Question 1031262
Let the points be P(0,4), Q(-4,-4) and R(6,1).

Then line PQ will have slope {{{m[PQ] = 2}}}, and the equation would be 2x - y + 4 = 0.
The line QR will have slope {{{m[QR] = 1/2}}}, and the equation would be x - 2y - 4 = 0.
Then line PR will have slope {{{m[PR] = -1/2}}}, and the equation would be x + 2y -8 = 0.

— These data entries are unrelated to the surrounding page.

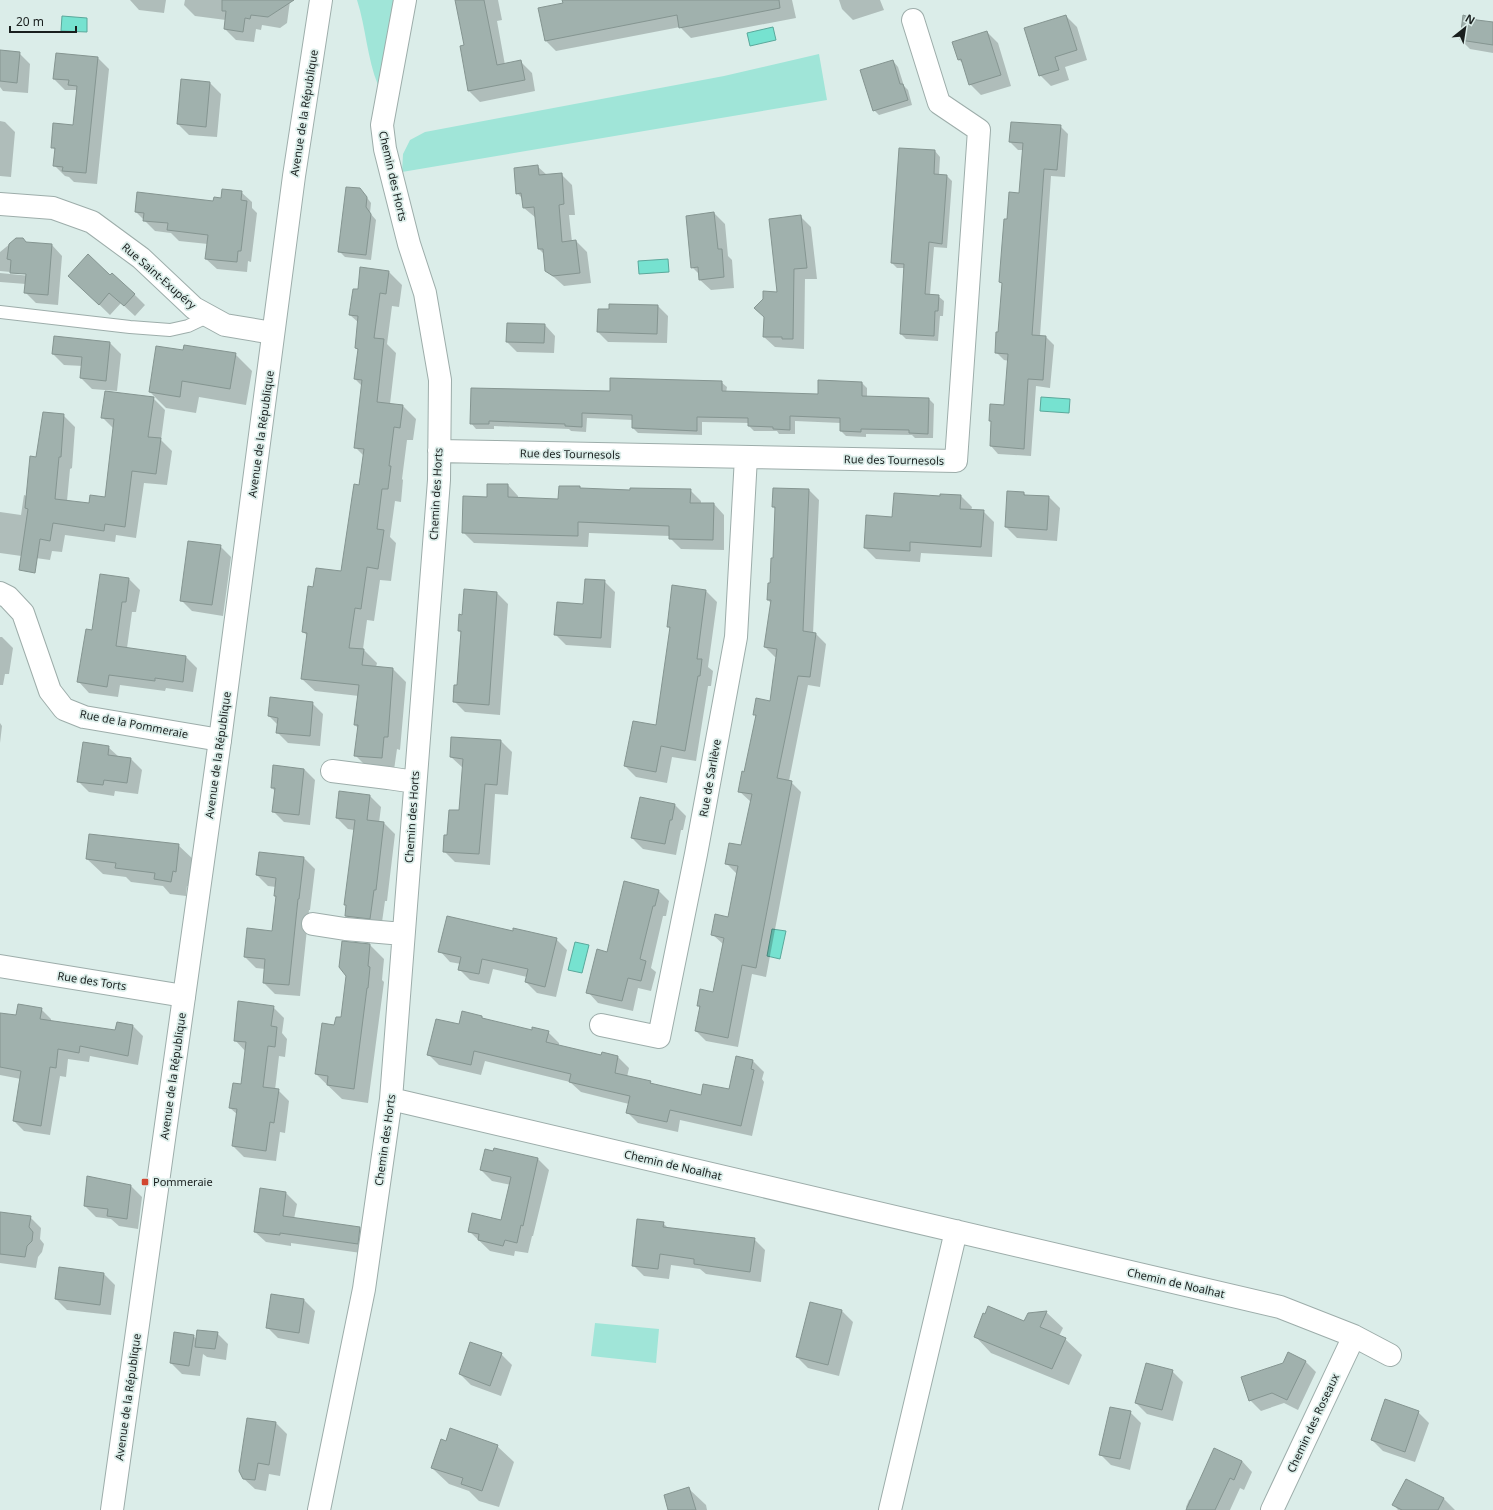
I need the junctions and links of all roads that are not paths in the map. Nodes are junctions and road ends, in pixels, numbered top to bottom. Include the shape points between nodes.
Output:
1 (320, 0) edge
2 (405, 0) edge
3 (913, 20) dead end
4 (0, 204) edge
5 (0, 312) edge
6 (209, 316) junction
7 (274, 333) junction
8 (439, 451) junction
9 (746, 457) junction
10 (0, 593) edge
11 (220, 740) junction
12 (332, 772) dead end
13 (415, 782) junction
14 (312, 924) dead end
15 (404, 934) junction
16 (0, 966) edge
17 (184, 996) junction
18 (600, 1025) dead end
19 (391, 1099) junction
20 (956, 1231) junction
21 (1354, 1336) junction
22 (1390, 1354) dead end
23 (112, 1510) edge
24 (319, 1510) edge
25 (890, 1510) edge
26 (1272, 1510) edge

1 - 7 street, Avenue de la République
2 - 8 street, Chemin des Horts via 382,126 385,149 407,237 425,293 440,380
3 - 9 street, Rue des Tournesols via 939,103 979,130 956,461
4 - 6 street, Rue Saint-Exupéry via 53,208 92,222 141,258 194,308
5 - 6 lane via 170,330 188,326
6 - 7 street, Rue Saint-Exupéry via 225,325
7 - 11 street, Avenue de la République
8 - 9 street, Rue des Tournesols
8 - 13 street, Chemin des Horts via 439,480
9 - 18 street, Rue de Sarliève via 736,637 659,1038
10 - 11 street, Rue de la Pommeraie via 8,597 23,613 50,691 64,709 84,717
11 - 17 street, Avenue de la République
12 - 13 street
13 - 15 street, Chemin des Horts
14 - 15 street
15 - 19 street, Chemin des Horts
16 - 17 street, Rue des Torts
17 - 23 street, Avenue de la République
19 - 20 street, Chemin de Noalhat
19 - 24 street, Chemin des Horts via 364,1289
20 - 21 street, Chemin de Noalhat via 1280,1307
20 - 25 street
21 - 22 street, Chemin de Noalhat
21 - 26 street, Chemin des Roseaux

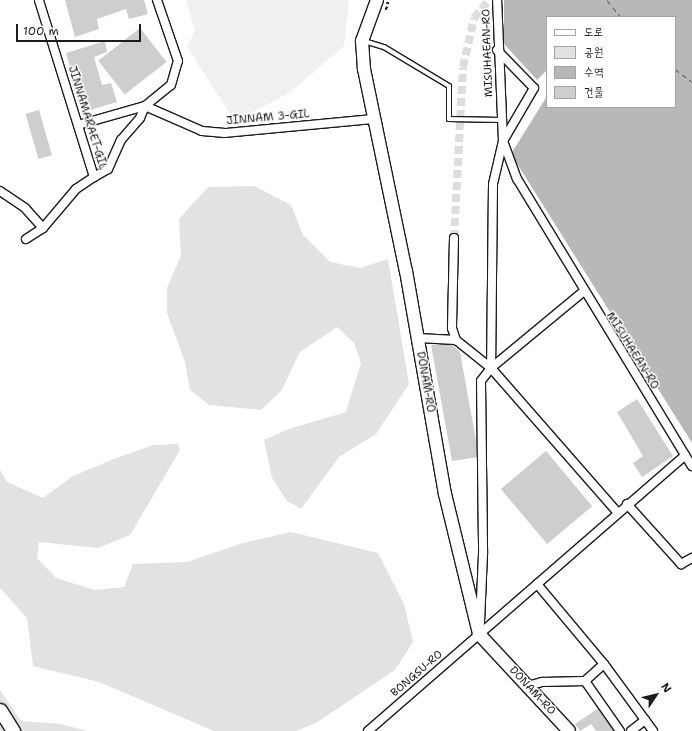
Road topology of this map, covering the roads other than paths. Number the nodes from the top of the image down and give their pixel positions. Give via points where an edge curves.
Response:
1 (39, 0) edge
2 (157, 0) edge
3 (377, 0) edge
4 (497, 0) edge
5 (362, 41) junction
6 (497, 50) junction
7 (145, 106) junction
8 (374, 119) junction
9 (501, 120) junction
10 (78, 125) junction
11 (503, 141) junction
12 (94, 177) junction
13 (0, 191) edge
14 (43, 228) junction
15 (454, 238) tunnel mouth
16 (26, 239) dead end
17 (583, 292) junction
18 (418, 338) junction
19 (456, 340) junction
20 (491, 368) junction
21 (685, 455) junction
22 (692, 466) edge
23 (627, 504) junction
24 (617, 512) junction
25 (692, 558) edge
26 (537, 584) junction
27 (480, 634) junction
28 (604, 664) junction
29 (585, 681) junction
30 (527, 686) junction
31 (0, 710) edge
32 (645, 720) junction
33 (13, 731) edge
34 (368, 731) edge
35 (569, 731) edge
36 (620, 731) edge
37 (631, 731) edge
38 (653, 731) edge

1 - 10 street, JINNAMARAET-GIL
2 - 7 street via 178,61 171,85
3 - 5 main road, DONAM-RO
4 - 6 street, MISUHAEAN-RO
5 - 8 main road, DONAM-RO
5 - 9 lane via 384,47 448,86 449,119
6 - 9 street, MISUHAEAN-RO
6 - 11 street via 534,88
7 - 8 street, JINNAM 3-GIL via 202,131 225,133
7 - 10 street
7 - 12 street via 140,118 121,140 108,169
8 - 18 main road, DONAM-RO
9 - 11 street, MISUHAEAN-RO
10 - 12 street, JINNAMARAET-GIL
11 - 17 street, MISUHAEAN-RO via 517,179
11 - 20 street via 493,184
12 - 14 street, JINNAMARAET-GIL via 76,189
13 - 14 street via 25,208
14 - 16 street, JINNAMARAET-GIL
15 - 19 street via 452,328
17 - 20 street
17 - 21 street, MISUHAEAN-RO
18 - 19 street
18 - 27 main road, DONAM-RO via 445,494
19 - 20 street
20 - 24 street
20 - 27 street via 481,381 483,554
21 - 22 street, MISUHAEAN-RO
21 - 23 street
23 - 24 street
23 - 25 street via 681,564
24 - 26 street
26 - 27 street
26 - 28 street
27 - 30 main road, DONAM-RO
27 - 34 street, BONGSU-RO
28 - 29 street
28 - 32 street
29 - 30 street via 542,682
29 - 36 street
30 - 35 main road, DONAM-RO
31 - 33 main road
32 - 37 street
32 - 38 street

For the angle bisector at angle Q, let (x,y) be any point on it.  Then the distance of (x,y) from line PQ is {{{(2x-y+4)/sqrt(5)}}}, while its distance from the line QR is {{{-(x-2y-4)/sqrt(5)}}}.  (The negative sign denotes the fact that points (x,y) above the line x - 2y - 4 = 0 will give a net sign of negative for the expression x-2y-4 upon substitution.)

==> {{{(2x-y+4)/sqrt(5) = -(x-2y-4)/sqrt(5)}}}
==> 2x-y+4 = -x+2y+4  ==> 3x = 3y, or {{{highlight(x=y)}}}.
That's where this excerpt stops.